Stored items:
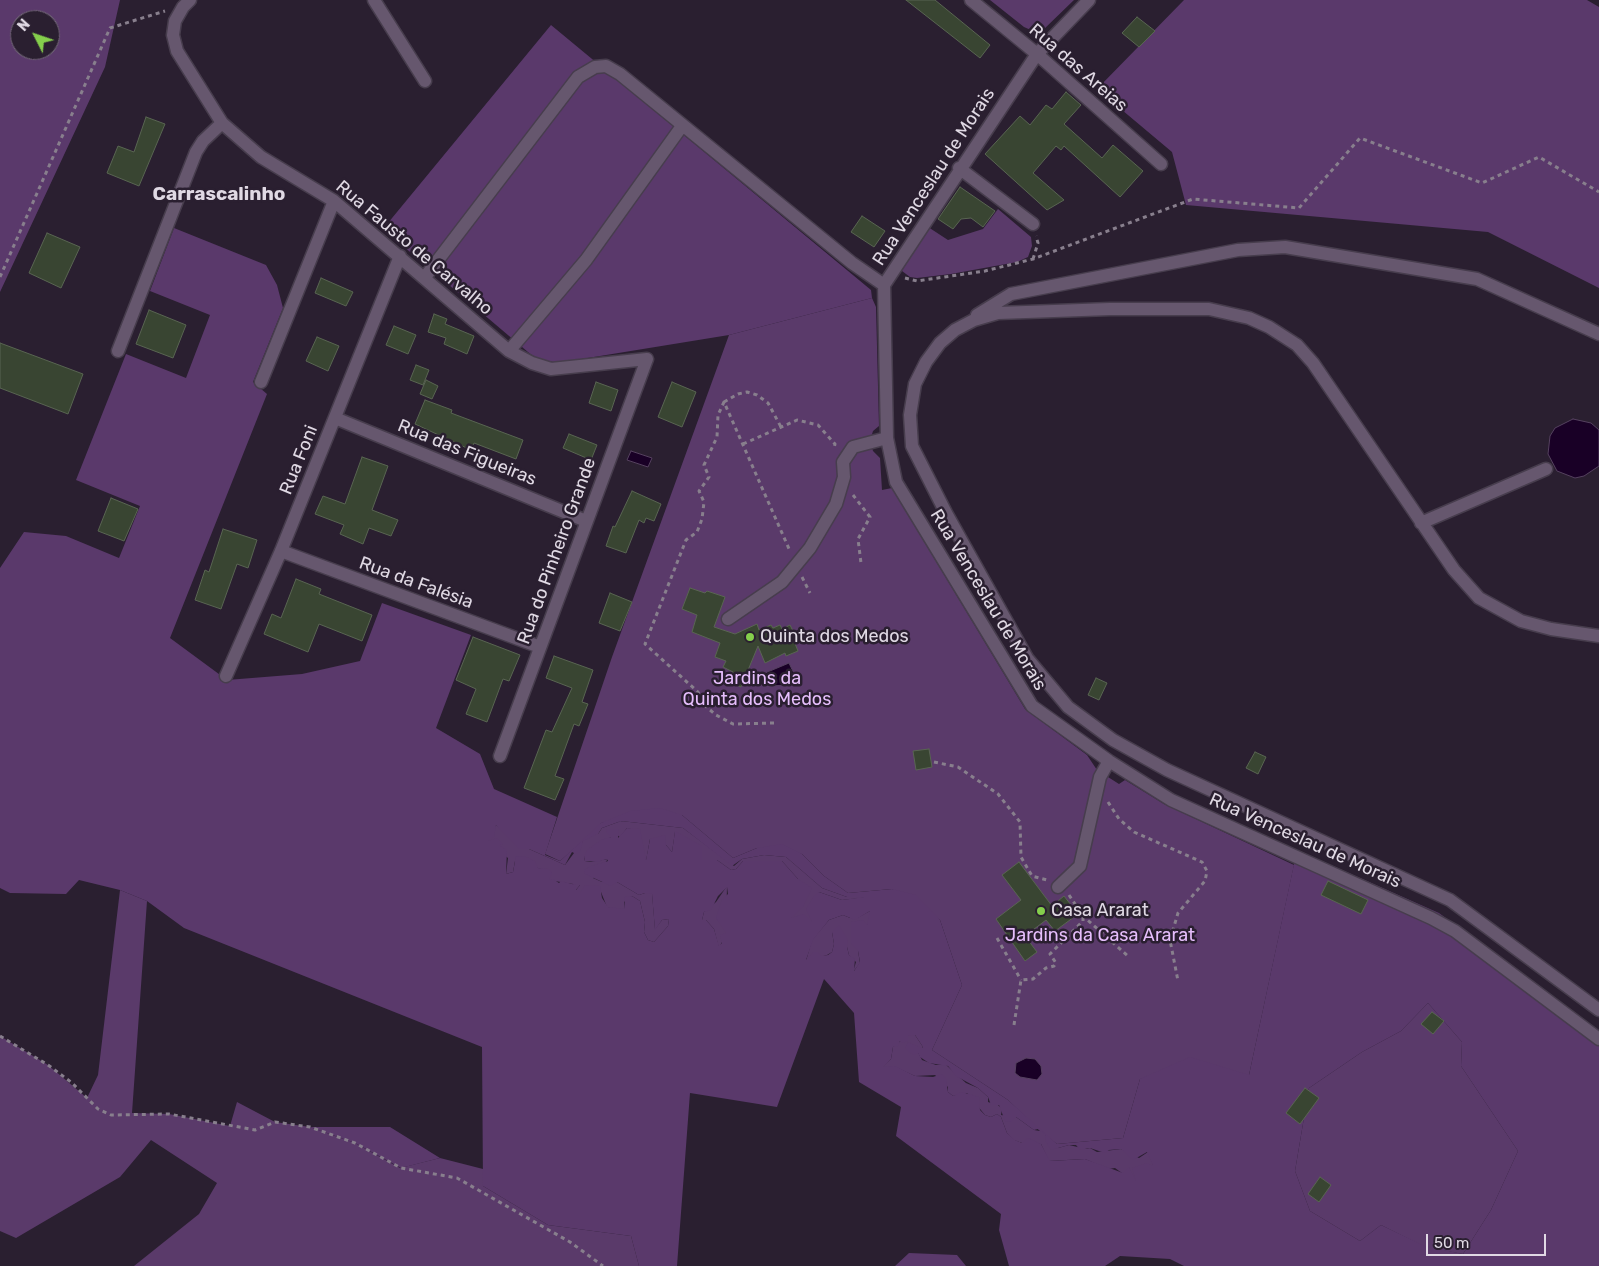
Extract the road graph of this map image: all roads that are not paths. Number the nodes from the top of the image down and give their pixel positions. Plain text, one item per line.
1 (374, 0) edge
2 (970, 0) edge
3 (1089, 0) edge
4 (187, 4) edge
5 (1037, 54) junction
6 (424, 81) dead end
7 (222, 123) junction
8 (682, 126) junction
9 (1161, 164) dead end
10 (959, 168) junction
11 (334, 201) junction
12 (1033, 224) road end
13 (400, 256) junction
14 (425, 277) junction
15 (887, 280) junction
16 (970, 322) junction
17 (1599, 334) edge
18 (118, 351) dead end
19 (510, 351) junction
20 (647, 359) joint
21 (262, 382) dead end
22 (335, 418) junction
23 (887, 438) junction
24 (1546, 469) dead end
25 (586, 521) junction
26 (1421, 523) junction
27 (281, 551) junction
28 (728, 619) dead end
29 (1599, 636) edge
30 (540, 648) junction
31 (226, 676) dead end
32 (500, 756) dead end
33 (1109, 761) junction
34 (1060, 885) road end
35 (1599, 1010) edge
36 (1599, 1039) edge

1 - 6 street
2 - 5 street, Rua das Areias
3 - 5 street, Rua Venceslau de Morais
4 - 7 street, Rua Fausto de Carvalho
5 - 9 street, Rua das Areias
5 - 10 street, Rua Venceslau de Morais
7 - 11 street, Rua Fausto de Carvalho
7 - 18 street
8 - 14 street
8 - 15 street
8 - 19 street
10 - 12 street
10 - 15 street, Rua Venceslau de Morais
11 - 13 street, Rua Fausto de Carvalho
11 - 21 street
13 - 14 street, Rua Fausto de Carvalho
13 - 22 street, Rua Foni
14 - 19 street, Rua Fausto de Carvalho
15 - 23 street, Rua Venceslau de Morais
16 - 17 street
16 - 26 street
16 - 35 street
19 - 20 street, Rua Fausto de Carvalho
20 - 25 street, Rua do Pinheiro Grande
22 - 25 street, Rua das Figueiras
22 - 27 street, Rua Foni
23 - 28 street
23 - 33 street, Rua Venceslau de Morais
24 - 26 street
25 - 30 street, Rua do Pinheiro Grande
26 - 29 street
27 - 30 street, Rua da Falésia
27 - 31 street, Rua Foni
30 - 32 street, Rua do Pinheiro Grande
33 - 34 street
33 - 36 street, Rua Venceslau de Morais

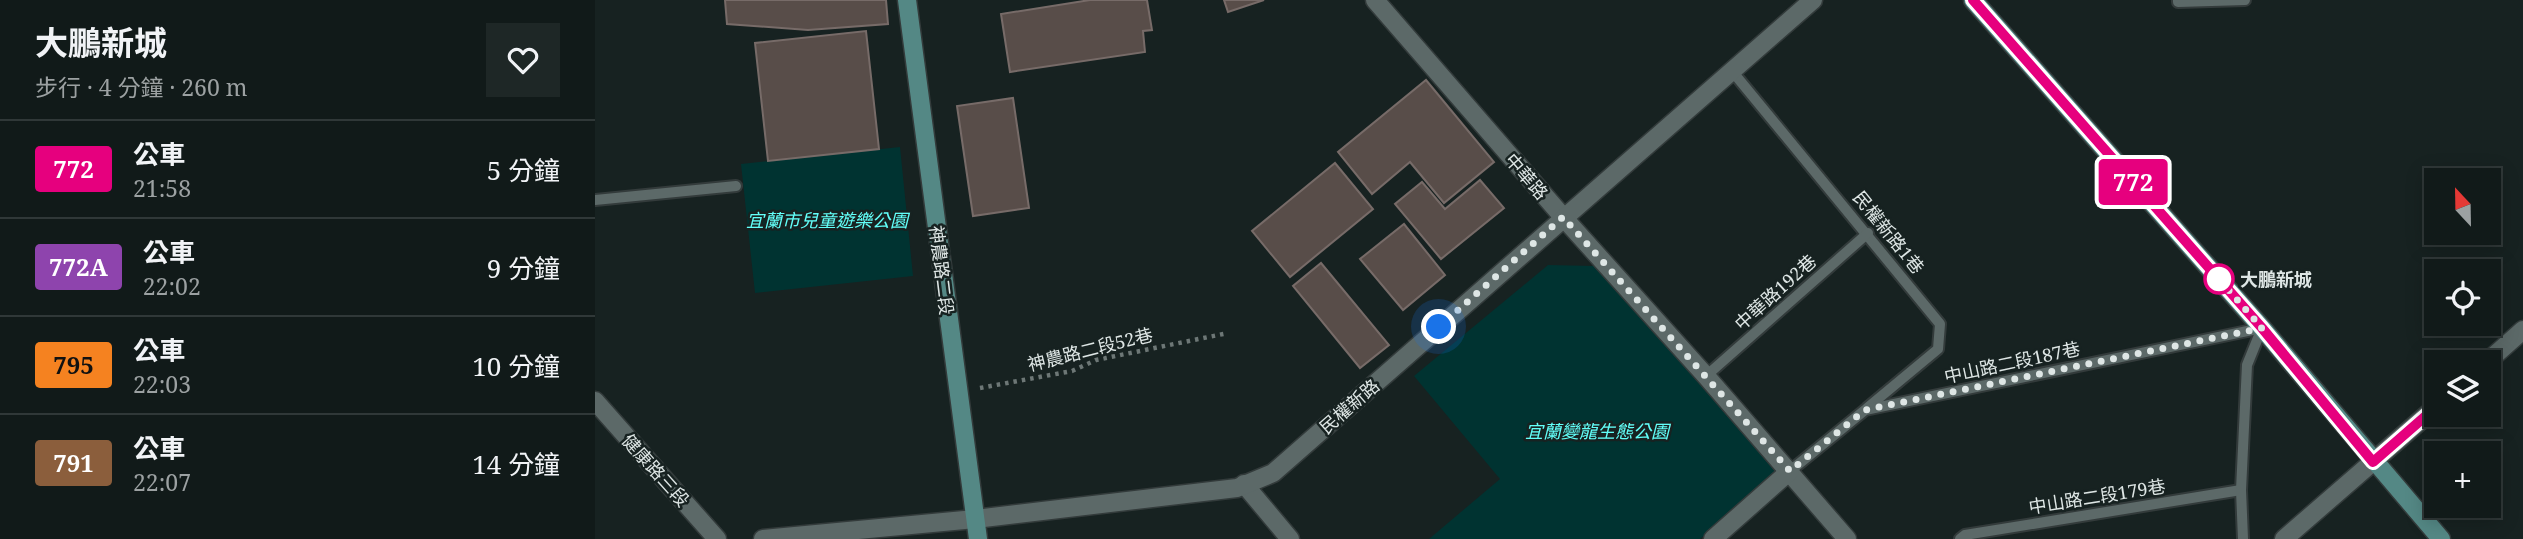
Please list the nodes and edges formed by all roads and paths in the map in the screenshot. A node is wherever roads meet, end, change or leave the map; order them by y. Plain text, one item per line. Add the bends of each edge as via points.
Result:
1 (907, 0) edge
2 (1375, 0) edge
3 (1813, 0) edge
4 (1973, 0) edge
5 (2245, 0) edge
6 (2178, 1) edge
7 (1732, 71) junction
8 (736, 186) dead end
9 (595, 200) edge
10 (1563, 217) junction
11 (1868, 233) junction
12 (2262, 328) junction
13 (2523, 330) edge
14 (1228, 333) dead end
15 (2500, 350) edge
16 (1706, 376) junction
17 (958, 391) junction
18 (595, 401) edge
19 (1865, 410) junction
20 (2424, 417) edge
21 (2373, 462) junction
22 (1790, 471) junction
23 (1244, 484) junction
24 (2241, 490) junction
25 (975, 519) junction
26 (717, 539) edge
27 (763, 539) edge
28 (978, 539) edge
29 (1290, 539) edge
30 (1713, 539) edge
31 (1847, 539) edge
32 (1960, 539) edge
33 (2243, 539) edge
34 (2284, 539) edge
35 (2441, 539) edge

1 - 17 street, 神農路二段
2 - 10 street, 中華路
3 - 7 street, 民權新路
4 - 12 street
5 - 6 lane
7 - 10 street, 民權新路
7 - 11 lane, 民權新路1巷
8 - 9 lane
10 - 16 street, 中華路
10 - 23 street, 民權新路 via 1273,473
11 - 16 lane, 中華路192巷
11 - 19 lane, 民權新路1巷 via 1940,324 1938,349
12 - 19 lane, 中山路二段187巷
12 - 21 street
12 - 24 lane via 2247,365
13 - 15 street
14 - 17 path, 神農路二段52巷 via 1096,360 1072,372
16 - 22 street, 中華路
17 - 25 street, 神農路二段
18 - 26 street, 健康路三段
19 - 22 lane, 中山路二段187巷
20 - 21 street
21 - 34 street
21 - 35 street
22 - 30 street
22 - 31 street, 中華路
23 - 25 street, 民權新路
23 - 29 street
24 - 32 lane, 中山路二段179巷
24 - 33 lane
25 - 27 street, 民權新路
25 - 28 street, 神農路二段

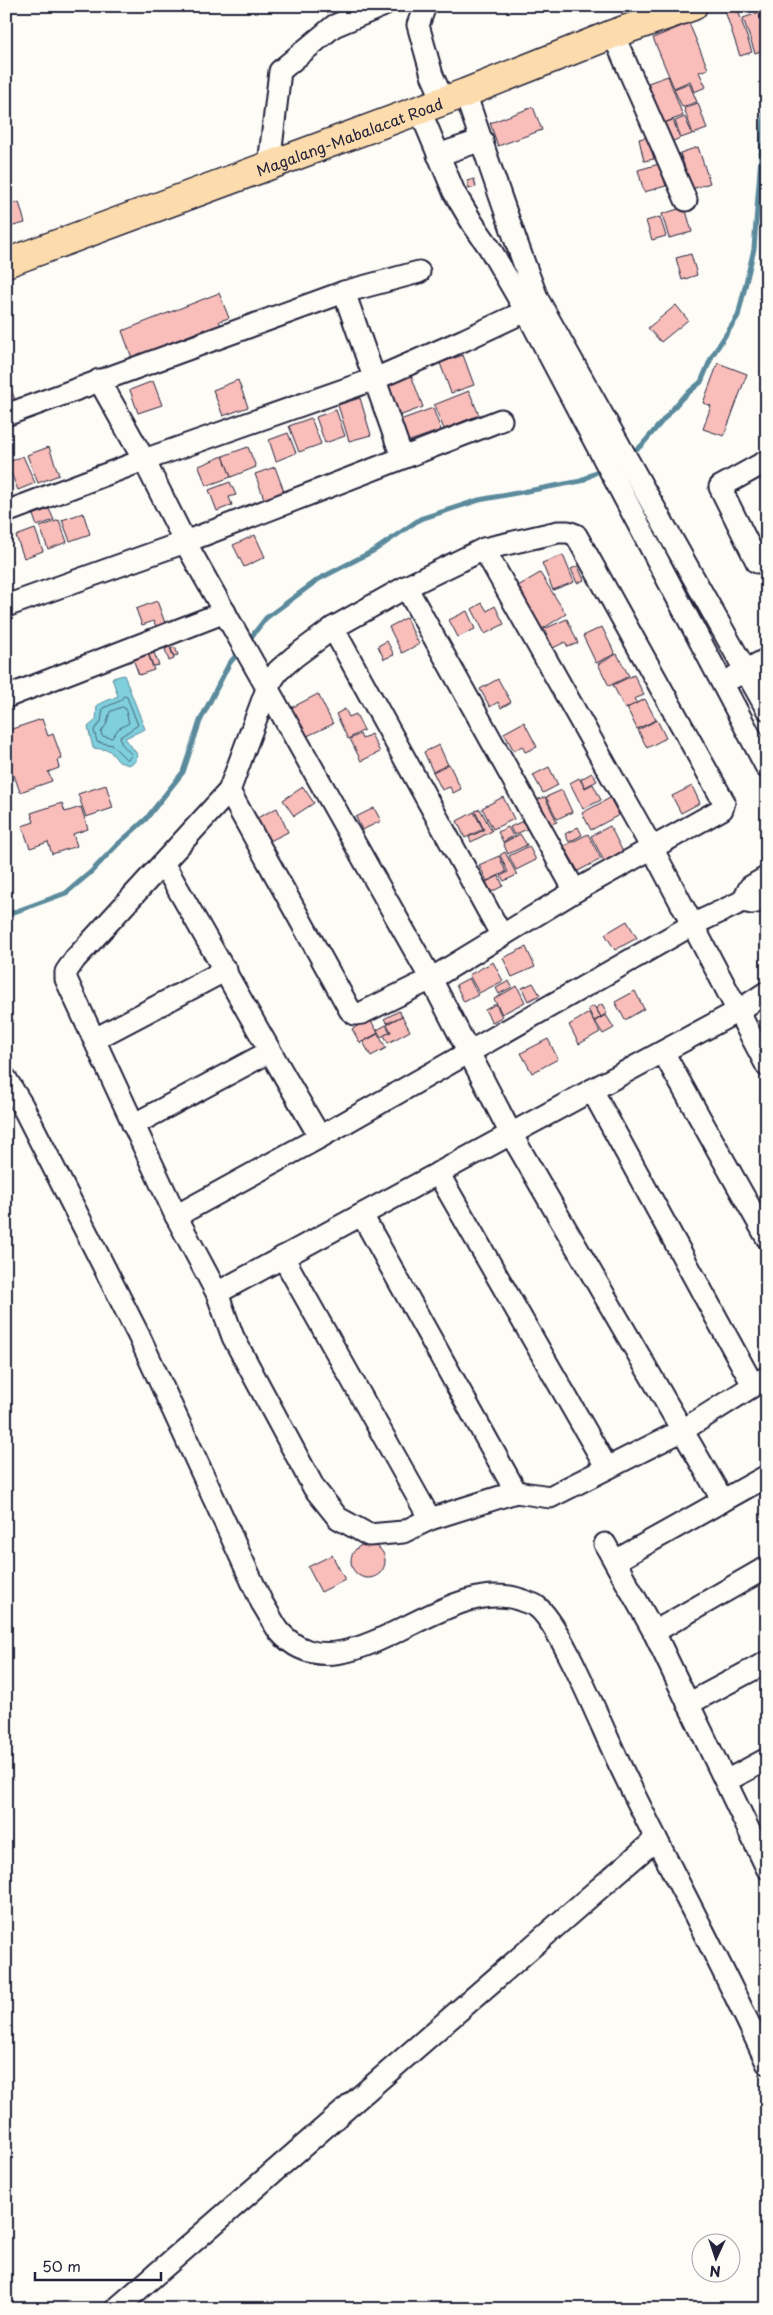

*Work to complete*.
Before you finish, make sure every line above has been repeated exactly and no picture remains in the copy.

*Response to this exercise*.
Extract the road graph of this map image: all roads that are not paths. Number the nodes from the top of the image down and give their pixel positions. Plain text, one item per line.
1 (374, 0) edge
2 (970, 0) edge
3 (1089, 0) edge
4 (187, 4) edge
5 (1037, 54) junction
6 (424, 81) dead end
7 (222, 123) junction
8 (682, 126) junction
9 (1161, 164) dead end
10 (959, 168) junction
11 (334, 201) junction
12 (1033, 224) road end
13 (400, 256) junction
14 (425, 277) junction
15 (887, 280) junction
16 (970, 322) junction
17 (1599, 334) edge
18 (118, 351) dead end
19 (510, 351) junction
20 (647, 359) joint
21 (262, 382) dead end
22 (335, 418) junction
23 (887, 438) junction
24 (1546, 469) dead end
25 (586, 521) junction
26 (1421, 523) junction
27 (281, 551) junction
28 (728, 619) dead end
29 (1599, 636) edge
30 (540, 648) junction
31 (226, 676) dead end
32 (500, 756) dead end
33 (1109, 761) junction
34 (1060, 885) road end
35 (1599, 1010) edge
36 (1599, 1039) edge

1 - 6 street
2 - 5 street, Rua das Areias
3 - 5 street, Rua Venceslau de Morais
4 - 7 street, Rua Fausto de Carvalho
5 - 9 street, Rua das Areias
5 - 10 street, Rua Venceslau de Morais
7 - 11 street, Rua Fausto de Carvalho
7 - 18 street
8 - 14 street
8 - 15 street
8 - 19 street
10 - 12 street
10 - 15 street, Rua Venceslau de Morais
11 - 13 street, Rua Fausto de Carvalho
11 - 21 street
13 - 14 street, Rua Fausto de Carvalho
13 - 22 street, Rua Foni
14 - 19 street, Rua Fausto de Carvalho
15 - 23 street, Rua Venceslau de Morais
16 - 17 street
16 - 26 street
16 - 35 street
19 - 20 street, Rua Fausto de Carvalho
20 - 25 street, Rua do Pinheiro Grande
22 - 25 street, Rua das Figueiras
22 - 27 street, Rua Foni
23 - 28 street
23 - 33 street, Rua Venceslau de Morais
24 - 26 street
25 - 30 street, Rua do Pinheiro Grande
26 - 29 street
27 - 30 street, Rua da Falésia
27 - 31 street, Rua Foni
30 - 32 street, Rua do Pinheiro Grande
33 - 34 street
33 - 36 street, Rua Venceslau de Morais

Please list the nodes and edges formed by all roads and paths in the map in the screenshot. A node is wherever roads meet, end, change or leave the map; order them by y. Plain text, one item per line. Add the bends of each edge as via points.
Result:
1 (907, 0) edge
2 (1375, 0) edge
3 (1813, 0) edge
4 (1973, 0) edge
5 (2245, 0) edge
6 (2178, 1) edge
7 (1732, 71) junction
8 (736, 186) dead end
9 (595, 200) edge
10 (1563, 217) junction
11 (1868, 233) junction
12 (2262, 328) junction
13 (2523, 330) edge
14 (1228, 333) dead end
15 (2500, 350) edge
16 (1706, 376) junction
17 (958, 391) junction
18 (595, 401) edge
19 (1865, 410) junction
20 (2424, 417) edge
21 (2373, 462) junction
22 (1790, 471) junction
23 (1244, 484) junction
24 (2241, 490) junction
25 (975, 519) junction
26 (717, 539) edge
27 (763, 539) edge
28 (978, 539) edge
29 (1290, 539) edge
30 (1713, 539) edge
31 (1847, 539) edge
32 (1960, 539) edge
33 (2243, 539) edge
34 (2284, 539) edge
35 (2441, 539) edge

1 - 17 street, 神農路二段
2 - 10 street, 中華路
3 - 7 street, 民權新路
4 - 12 street
5 - 6 lane
7 - 10 street, 民權新路
7 - 11 lane, 民權新路1巷
8 - 9 lane
10 - 16 street, 中華路
10 - 23 street, 民權新路 via 1273,473
11 - 16 lane, 中華路192巷
11 - 19 lane, 民權新路1巷 via 1940,324 1938,349
12 - 19 lane, 中山路二段187巷
12 - 21 street
12 - 24 lane via 2247,365
13 - 15 street
14 - 17 path, 神農路二段52巷 via 1096,360 1072,372
16 - 22 street, 中華路
17 - 25 street, 神農路二段
18 - 26 street, 健康路三段
19 - 22 lane, 中山路二段187巷
20 - 21 street
21 - 34 street
21 - 35 street
22 - 30 street
22 - 31 street, 中華路
23 - 25 street, 民權新路
23 - 29 street
24 - 32 lane, 中山路二段179巷
24 - 33 lane
25 - 27 street, 民權新路
25 - 28 street, 神農路二段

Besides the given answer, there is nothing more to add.